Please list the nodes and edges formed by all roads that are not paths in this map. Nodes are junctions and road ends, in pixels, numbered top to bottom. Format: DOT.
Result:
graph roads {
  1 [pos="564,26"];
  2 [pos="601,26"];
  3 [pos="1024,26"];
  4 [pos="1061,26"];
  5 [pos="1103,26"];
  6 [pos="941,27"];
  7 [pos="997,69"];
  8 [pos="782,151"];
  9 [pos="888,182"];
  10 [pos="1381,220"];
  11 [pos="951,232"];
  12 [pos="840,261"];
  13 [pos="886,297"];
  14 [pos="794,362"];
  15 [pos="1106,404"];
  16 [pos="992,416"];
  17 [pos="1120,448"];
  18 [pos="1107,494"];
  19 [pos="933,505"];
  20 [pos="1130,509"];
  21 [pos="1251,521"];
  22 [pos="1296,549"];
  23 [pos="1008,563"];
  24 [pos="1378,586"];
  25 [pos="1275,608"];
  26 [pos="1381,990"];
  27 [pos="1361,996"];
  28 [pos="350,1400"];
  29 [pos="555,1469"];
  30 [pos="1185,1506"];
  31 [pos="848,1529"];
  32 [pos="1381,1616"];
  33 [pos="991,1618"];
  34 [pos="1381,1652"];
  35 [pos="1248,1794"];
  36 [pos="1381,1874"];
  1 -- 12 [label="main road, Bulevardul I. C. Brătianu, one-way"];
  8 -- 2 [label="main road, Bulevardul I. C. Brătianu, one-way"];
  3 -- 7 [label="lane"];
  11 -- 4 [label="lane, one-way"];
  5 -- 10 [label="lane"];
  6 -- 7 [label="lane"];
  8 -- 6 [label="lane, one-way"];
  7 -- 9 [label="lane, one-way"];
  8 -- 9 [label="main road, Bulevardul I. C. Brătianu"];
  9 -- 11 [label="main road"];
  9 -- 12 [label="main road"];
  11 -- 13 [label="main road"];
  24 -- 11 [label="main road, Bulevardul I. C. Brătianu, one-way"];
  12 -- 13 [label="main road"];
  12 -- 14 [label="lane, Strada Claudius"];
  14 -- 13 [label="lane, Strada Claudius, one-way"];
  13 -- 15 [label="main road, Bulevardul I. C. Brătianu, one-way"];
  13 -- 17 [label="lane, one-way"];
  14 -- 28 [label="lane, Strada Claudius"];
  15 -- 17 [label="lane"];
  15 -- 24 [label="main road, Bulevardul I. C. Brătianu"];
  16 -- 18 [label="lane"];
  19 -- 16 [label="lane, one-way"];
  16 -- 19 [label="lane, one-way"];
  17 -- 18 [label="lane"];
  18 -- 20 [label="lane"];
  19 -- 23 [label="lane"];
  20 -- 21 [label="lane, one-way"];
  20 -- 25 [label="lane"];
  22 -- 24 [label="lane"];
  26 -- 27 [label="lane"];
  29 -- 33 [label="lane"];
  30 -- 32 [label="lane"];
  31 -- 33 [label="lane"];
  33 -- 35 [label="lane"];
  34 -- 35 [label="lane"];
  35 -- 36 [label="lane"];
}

++++++++++

- Task brief
Copy out all of the listing, exactly as it reads.

- Answer area
Please list the nodes and edges formed by all roads that are not paths in this map. Nodes are junctions and road ends, in pixels, numbered top to bottom. Format: DOT.
Result:
graph roads {
  1 [pos="564,26"];
  2 [pos="601,26"];
  3 [pos="1024,26"];
  4 [pos="1061,26"];
  5 [pos="1103,26"];
  6 [pos="941,27"];
  7 [pos="997,69"];
  8 [pos="782,151"];
  9 [pos="888,182"];
  10 [pos="1381,220"];
  11 [pos="951,232"];
  12 [pos="840,261"];
  13 [pos="886,297"];
  14 [pos="794,362"];
  15 [pos="1106,404"];
  16 [pos="992,416"];
  17 [pos="1120,448"];
  18 [pos="1107,494"];
  19 [pos="933,505"];
  20 [pos="1130,509"];
  21 [pos="1251,521"];
  22 [pos="1296,549"];
  23 [pos="1008,563"];
  24 [pos="1378,586"];
  25 [pos="1275,608"];
  26 [pos="1381,990"];
  27 [pos="1361,996"];
  28 [pos="350,1400"];
  29 [pos="555,1469"];
  30 [pos="1185,1506"];
  31 [pos="848,1529"];
  32 [pos="1381,1616"];
  33 [pos="991,1618"];
  34 [pos="1381,1652"];
  35 [pos="1248,1794"];
  36 [pos="1381,1874"];
  1 -- 12 [label="main road, Bulevardul I. C. Brătianu, one-way"];
  8 -- 2 [label="main road, Bulevardul I. C. Brătianu, one-way"];
  3 -- 7 [label="lane"];
  11 -- 4 [label="lane, one-way"];
  5 -- 10 [label="lane"];
  6 -- 7 [label="lane"];
  8 -- 6 [label="lane, one-way"];
  7 -- 9 [label="lane, one-way"];
  8 -- 9 [label="main road, Bulevardul I. C. Brătianu"];
  9 -- 11 [label="main road"];
  9 -- 12 [label="main road"];
  11 -- 13 [label="main road"];
  24 -- 11 [label="main road, Bulevardul I. C. Brătianu, one-way"];
  12 -- 13 [label="main road"];
  12 -- 14 [label="lane, Strada Claudius"];
  14 -- 13 [label="lane, Strada Claudius, one-way"];
  13 -- 15 [label="main road, Bulevardul I. C. Brătianu, one-way"];
  13 -- 17 [label="lane, one-way"];
  14 -- 28 [label="lane, Strada Claudius"];
  15 -- 17 [label="lane"];
  15 -- 24 [label="main road, Bulevardul I. C. Brătianu"];
  16 -- 18 [label="lane"];
  19 -- 16 [label="lane, one-way"];
  16 -- 19 [label="lane, one-way"];
  17 -- 18 [label="lane"];
  18 -- 20 [label="lane"];
  19 -- 23 [label="lane"];
  20 -- 21 [label="lane, one-way"];
  20 -- 25 [label="lane"];
  22 -- 24 [label="lane"];
  26 -- 27 [label="lane"];
  29 -- 33 [label="lane"];
  30 -- 32 [label="lane"];
  31 -- 33 [label="lane"];
  33 -- 35 [label="lane"];
  34 -- 35 [label="lane"];
  35 -- 36 [label="lane"];
}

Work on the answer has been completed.